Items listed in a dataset
↓↓↓

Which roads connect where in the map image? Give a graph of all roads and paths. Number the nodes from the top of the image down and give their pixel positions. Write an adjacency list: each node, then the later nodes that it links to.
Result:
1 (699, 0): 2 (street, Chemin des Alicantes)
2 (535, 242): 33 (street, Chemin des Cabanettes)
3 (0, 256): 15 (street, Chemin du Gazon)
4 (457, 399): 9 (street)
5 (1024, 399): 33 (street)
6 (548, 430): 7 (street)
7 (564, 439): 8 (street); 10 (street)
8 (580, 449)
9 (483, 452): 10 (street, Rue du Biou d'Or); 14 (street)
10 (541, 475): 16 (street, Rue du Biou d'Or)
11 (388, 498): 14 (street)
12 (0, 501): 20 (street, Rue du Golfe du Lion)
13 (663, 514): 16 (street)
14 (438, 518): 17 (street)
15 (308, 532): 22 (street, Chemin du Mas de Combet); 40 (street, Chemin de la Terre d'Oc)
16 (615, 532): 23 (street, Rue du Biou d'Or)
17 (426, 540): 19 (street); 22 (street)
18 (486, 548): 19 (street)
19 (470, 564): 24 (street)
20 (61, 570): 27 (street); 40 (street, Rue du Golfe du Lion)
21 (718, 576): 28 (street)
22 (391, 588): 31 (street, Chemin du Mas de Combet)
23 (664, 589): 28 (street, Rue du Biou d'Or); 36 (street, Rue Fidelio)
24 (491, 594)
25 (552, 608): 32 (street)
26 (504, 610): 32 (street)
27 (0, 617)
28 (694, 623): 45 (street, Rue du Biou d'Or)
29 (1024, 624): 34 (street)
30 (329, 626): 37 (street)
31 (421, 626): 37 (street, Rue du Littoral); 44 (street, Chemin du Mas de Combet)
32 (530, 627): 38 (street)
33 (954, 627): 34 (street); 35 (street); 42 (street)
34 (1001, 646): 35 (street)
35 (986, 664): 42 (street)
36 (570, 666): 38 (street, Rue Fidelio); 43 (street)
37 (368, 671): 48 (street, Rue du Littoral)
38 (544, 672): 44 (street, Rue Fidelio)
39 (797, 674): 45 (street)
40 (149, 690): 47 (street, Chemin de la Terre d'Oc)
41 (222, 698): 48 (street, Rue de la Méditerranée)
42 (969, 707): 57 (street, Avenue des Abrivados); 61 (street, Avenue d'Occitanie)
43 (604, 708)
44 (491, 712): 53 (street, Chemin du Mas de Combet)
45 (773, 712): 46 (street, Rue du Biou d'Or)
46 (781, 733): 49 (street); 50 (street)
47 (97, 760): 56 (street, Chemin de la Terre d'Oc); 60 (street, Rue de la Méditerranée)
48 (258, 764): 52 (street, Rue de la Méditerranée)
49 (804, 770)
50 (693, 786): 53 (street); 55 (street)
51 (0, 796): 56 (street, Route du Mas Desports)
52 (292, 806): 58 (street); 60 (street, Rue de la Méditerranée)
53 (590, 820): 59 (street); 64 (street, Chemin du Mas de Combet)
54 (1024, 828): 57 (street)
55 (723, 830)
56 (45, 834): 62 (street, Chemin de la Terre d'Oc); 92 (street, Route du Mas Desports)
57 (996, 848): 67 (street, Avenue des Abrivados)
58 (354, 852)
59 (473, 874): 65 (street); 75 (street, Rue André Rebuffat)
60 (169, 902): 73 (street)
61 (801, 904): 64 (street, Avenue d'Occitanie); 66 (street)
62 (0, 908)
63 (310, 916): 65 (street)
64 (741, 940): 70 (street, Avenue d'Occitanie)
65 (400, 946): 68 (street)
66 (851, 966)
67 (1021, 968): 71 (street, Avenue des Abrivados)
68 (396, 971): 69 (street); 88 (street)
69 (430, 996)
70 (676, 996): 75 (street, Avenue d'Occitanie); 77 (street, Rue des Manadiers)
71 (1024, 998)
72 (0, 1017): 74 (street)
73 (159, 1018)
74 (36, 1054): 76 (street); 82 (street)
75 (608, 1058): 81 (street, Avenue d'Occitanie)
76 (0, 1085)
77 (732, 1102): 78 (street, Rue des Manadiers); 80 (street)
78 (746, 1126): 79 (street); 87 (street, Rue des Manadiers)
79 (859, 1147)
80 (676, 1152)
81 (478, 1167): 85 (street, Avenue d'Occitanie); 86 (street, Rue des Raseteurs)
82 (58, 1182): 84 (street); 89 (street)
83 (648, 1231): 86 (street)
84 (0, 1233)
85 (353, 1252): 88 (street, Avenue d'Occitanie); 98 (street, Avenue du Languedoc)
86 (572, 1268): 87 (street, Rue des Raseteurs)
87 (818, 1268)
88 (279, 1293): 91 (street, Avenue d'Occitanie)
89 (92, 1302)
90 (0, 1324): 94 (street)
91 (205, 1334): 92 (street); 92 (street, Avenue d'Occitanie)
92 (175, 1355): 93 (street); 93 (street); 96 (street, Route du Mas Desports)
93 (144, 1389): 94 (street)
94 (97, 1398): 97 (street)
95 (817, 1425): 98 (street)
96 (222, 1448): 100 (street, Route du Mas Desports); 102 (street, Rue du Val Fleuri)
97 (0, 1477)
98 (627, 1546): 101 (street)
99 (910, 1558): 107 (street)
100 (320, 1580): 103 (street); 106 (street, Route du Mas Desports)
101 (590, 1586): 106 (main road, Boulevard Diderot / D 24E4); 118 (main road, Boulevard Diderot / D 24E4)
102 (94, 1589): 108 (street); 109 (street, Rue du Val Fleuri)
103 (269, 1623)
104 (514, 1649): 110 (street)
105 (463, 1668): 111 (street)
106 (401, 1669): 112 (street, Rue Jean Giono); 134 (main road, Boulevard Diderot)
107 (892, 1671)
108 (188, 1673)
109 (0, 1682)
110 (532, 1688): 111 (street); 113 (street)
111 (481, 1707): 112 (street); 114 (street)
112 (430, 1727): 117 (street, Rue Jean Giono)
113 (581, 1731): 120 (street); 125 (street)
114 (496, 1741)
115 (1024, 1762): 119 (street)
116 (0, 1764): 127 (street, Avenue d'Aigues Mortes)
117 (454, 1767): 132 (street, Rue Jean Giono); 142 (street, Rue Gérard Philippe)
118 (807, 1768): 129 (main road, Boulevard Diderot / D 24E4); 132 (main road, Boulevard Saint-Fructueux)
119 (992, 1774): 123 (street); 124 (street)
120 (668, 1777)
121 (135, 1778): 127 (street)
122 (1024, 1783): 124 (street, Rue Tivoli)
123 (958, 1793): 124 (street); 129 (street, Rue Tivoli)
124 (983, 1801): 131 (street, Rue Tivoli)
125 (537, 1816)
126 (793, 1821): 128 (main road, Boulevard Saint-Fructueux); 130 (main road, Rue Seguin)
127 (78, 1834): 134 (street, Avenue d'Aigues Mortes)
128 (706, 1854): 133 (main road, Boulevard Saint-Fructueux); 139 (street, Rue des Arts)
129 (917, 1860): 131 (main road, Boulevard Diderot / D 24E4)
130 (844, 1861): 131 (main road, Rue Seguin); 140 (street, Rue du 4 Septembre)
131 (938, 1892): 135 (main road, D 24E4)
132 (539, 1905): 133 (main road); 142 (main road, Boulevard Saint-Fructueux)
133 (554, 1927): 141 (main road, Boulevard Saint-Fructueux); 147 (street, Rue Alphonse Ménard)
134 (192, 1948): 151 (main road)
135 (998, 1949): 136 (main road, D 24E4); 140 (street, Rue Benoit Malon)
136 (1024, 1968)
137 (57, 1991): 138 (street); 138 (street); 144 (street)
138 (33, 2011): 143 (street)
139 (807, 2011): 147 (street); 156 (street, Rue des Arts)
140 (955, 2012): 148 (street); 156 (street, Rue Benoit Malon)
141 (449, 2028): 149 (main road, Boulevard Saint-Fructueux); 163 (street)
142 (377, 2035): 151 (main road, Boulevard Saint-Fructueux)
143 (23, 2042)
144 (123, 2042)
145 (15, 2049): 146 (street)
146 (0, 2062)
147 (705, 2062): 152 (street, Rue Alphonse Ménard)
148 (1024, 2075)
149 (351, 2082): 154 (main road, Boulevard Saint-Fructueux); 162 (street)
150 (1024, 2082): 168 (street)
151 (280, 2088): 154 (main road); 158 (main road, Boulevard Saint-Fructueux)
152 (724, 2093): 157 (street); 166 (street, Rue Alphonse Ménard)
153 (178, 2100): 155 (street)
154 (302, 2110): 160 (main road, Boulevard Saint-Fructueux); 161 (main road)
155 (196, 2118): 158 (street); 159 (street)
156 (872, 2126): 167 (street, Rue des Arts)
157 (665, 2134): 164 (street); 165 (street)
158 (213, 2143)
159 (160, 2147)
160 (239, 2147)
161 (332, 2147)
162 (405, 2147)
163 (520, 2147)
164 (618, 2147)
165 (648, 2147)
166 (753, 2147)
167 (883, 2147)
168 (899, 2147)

↑↑↑

**The task:** Wherever the word "Desports" occurs in the data, copy that whole line.

**Solution:**
51 (0, 796): 56 (street, Route du Mas Desports)
56 (45, 834): 62 (street, Chemin de la Terre d'Oc); 92 (street, Route du Mas Desports)
92 (175, 1355): 93 (street); 93 (street); 96 (street, Route du Mas Desports)
96 (222, 1448): 100 (street, Route du Mas Desports); 102 (street, Rue du Val Fleuri)
100 (320, 1580): 103 (street); 106 (street, Route du Mas Desports)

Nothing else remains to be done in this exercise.